Contentamiento, ¿do estás
que no te tiene ninguno?         

Cuentan (y en esto sí hay mal), que es disimulado y rencoroso, y que harto lo probó con los rigores de que dio muestra con el dicho príncipe don Carlos, más inadvertido que perverso, y con sus crueldades en los Países Bajos (donde han acabado por llamarle «el demonio del Mediodía». Cuentan, aunque no lo creen sino los maldicientes, que alguna parte tuvo en la muerte de su hermano don Juan, cuya gloria y cuyas aspiraciones nunca vio con buenos ojos. Cuentan que...

-¿Y cómo no cuentan -interrumpió con cierto asomo de enfado Mencía- que es muy sabio, generoso y desprendido, como lo prueban las fundaciones del Archivo de Simancas, de El Escorial, de la Universidad y colegios de Douay en Flandes y de las escuelas de Lovayna, de que he oído hablar mucho y con harto elogio a los padres del convento? ¿Como no cuentan que es muy devoto del Santísimo Sacramento, que es muy sobrio, que habla poco, que tiene gran paciencia, aun cuando le molestan de sobra; que trabaja más que su salud lo permite; que es harto capaz para cualquier negocio; que gusta de la soledad y se santifica en ella; que, poseyéndolo todo, de todo se muestra desasido, hallando paz su espíritu en esta dejación de las cosas perecederas; que ama las artes, especialmente la arquitectura, y no cree que ejercerlas es propio de villanos, como lo piensan muchos señores, tan ignorantes que firman con una cruz y que no saben más que la ciencia del blasón y la de las armas. Como no dicen que es bondadoso y afable con los humildes, si duro y altivo con los grandes, y que, por último, si es cierto que se le ve tan taciturno y apartado, fuerza es pensar que lleva en el corazón profundísima herida: la que le hizo con su muerte su primera mujer, doña María de Portugal, que de Dios haya, de la que enviudó tan temprano, y que fue el único amor de su vida...?

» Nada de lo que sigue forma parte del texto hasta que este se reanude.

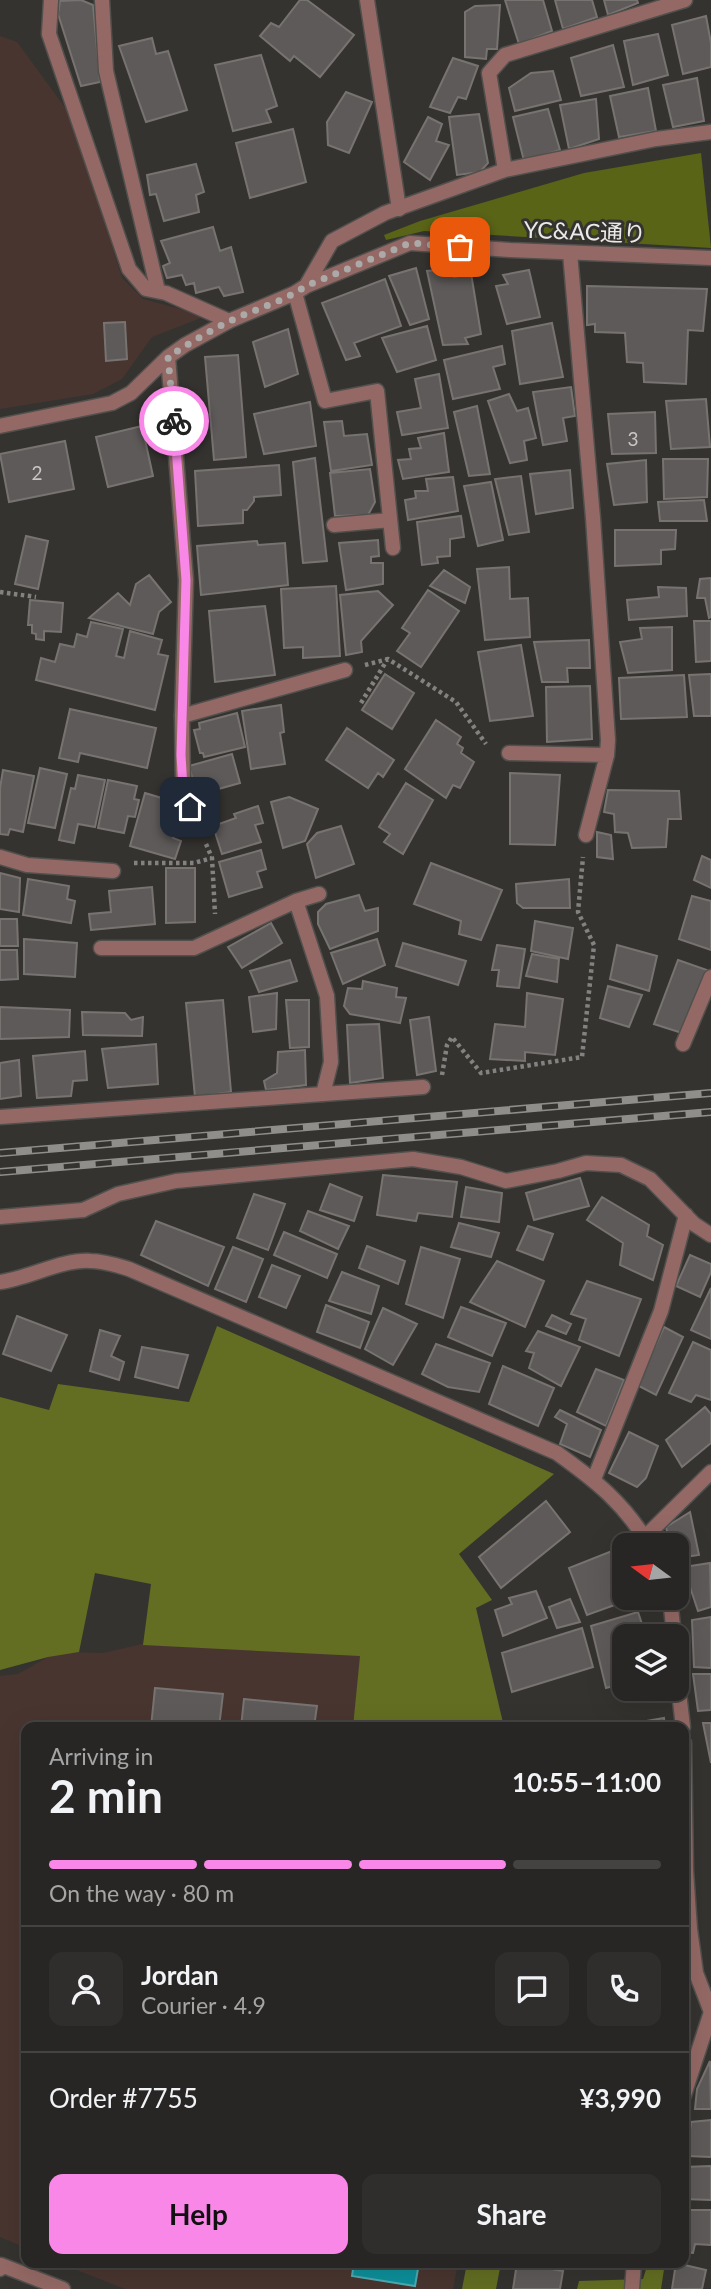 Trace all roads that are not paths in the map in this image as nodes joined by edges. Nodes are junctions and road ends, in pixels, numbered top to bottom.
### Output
1 (51, 0) edge
2 (102, 0) edge
3 (368, 0) edge
4 (685, 0) edge
5 (711, 132) edge
6 (505, 170) junction
7 (399, 209) junction
8 (570, 253) junction
9 (711, 258) edge
10 (300, 290) junction
11 (158, 291) junction
12 (229, 321) junction
13 (168, 357) junction
14 (0, 426) edge
15 (390, 520) junction
16 (334, 525) dead end
17 (393, 548) dead end
18 (345, 670) road end
19 (182, 716) junction
20 (509, 753) dead end
21 (607, 755) junction
22 (196, 825) road end
23 (586, 835) road end
24 (0, 857) edge
25 (113, 871) road end
26 (319, 894) dead end
27 (296, 901) junction
28 (101, 948) dead end
29 (711, 977) edge
30 (684, 1044) dead end
31 (423, 1087) road end
32 (323, 1094) junction
33 (0, 1117) edge
34 (686, 1215) junction
35 (0, 1217) edge
36 (711, 1235) edge
37 (0, 1282) edge
38 (711, 1472) edge
39 (594, 1479) junction
40 (641, 1533) edge
41 (654, 1533) edge
42 (680, 1701) edge
43 (682, 1722) edge
44 (689, 1914) edge
45 (711, 2012) edge
46 (689, 2080) edge
47 (0, 2266) edge
48 (634, 2268) edge
49 (63, 2289) edge
50 (632, 2289) edge

1 - 11 street
2 - 11 street
3 - 7 street
4 - 6 street
5 - 6 street
6 - 7 street
7 - 10 street
8 - 9 street, YC&AC通り
8 - 10 street, YC&AC通り
8 - 21 street
10 - 12 street, YC&AC通り
10 - 15 street
11 - 12 street
12 - 13 street, YC&AC通り
13 - 14 street, YC&AC通り
13 - 19 street
15 - 16 street
15 - 17 street
18 - 19 street
19 - 22 street
20 - 21 street
21 - 23 street
24 - 25 street
26 - 27 street
27 - 28 street
27 - 32 street
29 - 30 street
31 - 32 street
32 - 33 street
34 - 35 street
34 - 36 street
34 - 39 street
37 - 39 street
38 - 41 street
39 - 40 street
42 - 43 street
44 - 45 street
45 - 46 street
47 - 49 street
48 - 50 street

-Y habrá que decir también en su abono -exclamó Gaetano-, en primer lugar, que ama y admira a Tiziano Vecelli, el más grande de los pintores; en segundo lugar, que ha encomendado muchos cuadros al Greco, el más ilustre de los maestros que hay ahora en España, y en tercero, que ha protegido el estilo del Cinquecento, ese estilo frío, adusto, pero noble y majestuoso por sus proporciones, creado por Juan de Herrera, y que con mucho acierto sustituye a la prodigalidad de detalles ornamentales del Renacimiento español, y, sobre todo, a ese plateresco de Egas, Badajoz y Vallejo, que no me seduce, por cierto.

-Por todas estas cosas y por otras muchas -dijo Lope, a manera de conclusión-, quisiera ver al rey Don Felipe II.

-¡Y vive Cristo que, o poco he de valer yo en el ánimo de mi maestro Theotokopulos, o esta misma tarde, a las tres, iréis con nosotros al Alcázar!

-¿Me lo prometéis?

-Os lo prometo. Antes de las dos vendré a buscaros.

Y dicho esto, Gaetano se despidió graciosamente, y alegre y ágil bajó los escalones de dos en dos.